Rome isn't alone in praising BYU's decision to suspend Davies pending a complete investigation. Although many media members and bloggers expressed shock that the No. 3 college basketball team in the country could actually suspend its third-leading scorer and leading rebounder for the rest of the season over a non-criminal Honor Code violation, most coverage of the ordeal has not only been fair but even positive with regard to BYU's commitment to its values. Even if it has been positive, school officials would rather have foregone the attention for the sake of Davies, the team and its fans.
BYU spokeswoman Carri Jenkins handled the majority of the media inquiries this week regarding the Honor Code. Jenkins, who said she hasn't been this busy fielding phone calls from reporters since Vice President Dick Cheney spoke at a BYU commencement in April 2007, appreciates the professionalism of the journalists she has interacted with over the past several days even though she wishes this imbroglio had never materialized.
"I'm hesitant to categorize this as positive," she said. "This is really not something that we're seeking, but we are grateful that the media is asking for a response from the university and that they are working very hard.
"The majority of the reporters that I have worked with have been very careful to be accurate in their reporting. We do think that many of the pieces reflect the importance of the honor code here at the university, and have expressed that very well."
Former BYU football player Vai Sikahema is a well-known journalist with plum TV and radio gigs in Philadelphia. Not only has he stayed abreast of the media's coverage of Davies' dismissal from the basketball team, but Sikehema has also had the chance to explain the honor code during several interviews across multiple media formats.
"Nearly every commentator/reporter I've seen or read has been overwhelmingly supportive of BYU's decision," Sikahema wrote Friday in a blog post for the Deseret News. "As you might imagine, as a media personality and BYU alum, I have been sought out for reaction. I've done radio interviews in Chicago, New York, Miami and Los Angeles and with a reporter from Time Magazine. My TV station devoted a segment of our afternoon news yesterday to it, asking me to discuss the Honor Code."

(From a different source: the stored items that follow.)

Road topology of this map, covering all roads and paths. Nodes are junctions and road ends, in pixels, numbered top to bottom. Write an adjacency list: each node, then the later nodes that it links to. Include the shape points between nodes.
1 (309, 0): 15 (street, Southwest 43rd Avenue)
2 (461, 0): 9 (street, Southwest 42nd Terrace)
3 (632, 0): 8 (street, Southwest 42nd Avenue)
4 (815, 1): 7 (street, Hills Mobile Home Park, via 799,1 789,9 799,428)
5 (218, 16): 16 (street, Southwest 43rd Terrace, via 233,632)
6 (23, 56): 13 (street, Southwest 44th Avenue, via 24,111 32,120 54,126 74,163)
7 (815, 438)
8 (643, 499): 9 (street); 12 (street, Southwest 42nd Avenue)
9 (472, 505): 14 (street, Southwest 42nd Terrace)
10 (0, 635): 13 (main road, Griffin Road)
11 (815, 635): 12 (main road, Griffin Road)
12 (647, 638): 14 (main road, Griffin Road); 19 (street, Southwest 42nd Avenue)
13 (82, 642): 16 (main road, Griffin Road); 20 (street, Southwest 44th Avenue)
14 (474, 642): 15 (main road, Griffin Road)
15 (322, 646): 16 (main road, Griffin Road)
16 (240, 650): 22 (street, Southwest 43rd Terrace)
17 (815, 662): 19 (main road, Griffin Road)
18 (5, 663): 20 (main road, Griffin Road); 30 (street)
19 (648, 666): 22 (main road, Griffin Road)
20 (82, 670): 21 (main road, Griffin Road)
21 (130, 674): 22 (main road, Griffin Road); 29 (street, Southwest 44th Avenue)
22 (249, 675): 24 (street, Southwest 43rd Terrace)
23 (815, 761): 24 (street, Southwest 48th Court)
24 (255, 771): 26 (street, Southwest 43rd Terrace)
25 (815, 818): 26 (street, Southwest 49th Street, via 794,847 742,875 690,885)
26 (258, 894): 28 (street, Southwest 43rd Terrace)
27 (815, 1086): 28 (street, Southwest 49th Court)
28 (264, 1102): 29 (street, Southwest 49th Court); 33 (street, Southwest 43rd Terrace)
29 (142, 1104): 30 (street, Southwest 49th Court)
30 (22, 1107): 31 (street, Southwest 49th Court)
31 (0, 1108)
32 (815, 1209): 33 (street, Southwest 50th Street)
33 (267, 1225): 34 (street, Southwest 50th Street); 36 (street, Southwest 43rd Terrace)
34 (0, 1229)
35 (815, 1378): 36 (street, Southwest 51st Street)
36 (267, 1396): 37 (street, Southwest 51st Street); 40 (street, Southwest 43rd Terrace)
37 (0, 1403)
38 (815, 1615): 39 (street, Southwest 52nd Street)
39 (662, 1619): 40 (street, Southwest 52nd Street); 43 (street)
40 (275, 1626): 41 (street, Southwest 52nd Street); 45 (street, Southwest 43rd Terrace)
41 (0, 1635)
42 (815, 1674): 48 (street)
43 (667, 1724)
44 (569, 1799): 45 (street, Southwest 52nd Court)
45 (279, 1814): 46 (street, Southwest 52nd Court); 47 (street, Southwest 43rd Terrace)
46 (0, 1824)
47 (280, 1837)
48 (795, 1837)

The Time interview Sikahema references provided some of the key material for the article "Is BYU's Premarital Sex Controversy Good For College Sports?" In addition to Sikahema, former star Cougars such as Steve Young and Shawn Bradley also chimed in.
"(Davies) will probably be a better man," Sikahema said to Time. "And that's ultimately what BYU is about, building leaders, building men. If that means missing out on a chance at the Final Four, well, that's what happens."
Kevin Baumer, a columnist at Business Insider ardently defended BYU,
"Criticism of the school's policies (is) not necessarily fair to BYU," he wrote. "The school has worked hard to establish its reputation, and its no-tolerance policy for violators is a big part of that. … BYU does deserve commendation for holding true to its principles."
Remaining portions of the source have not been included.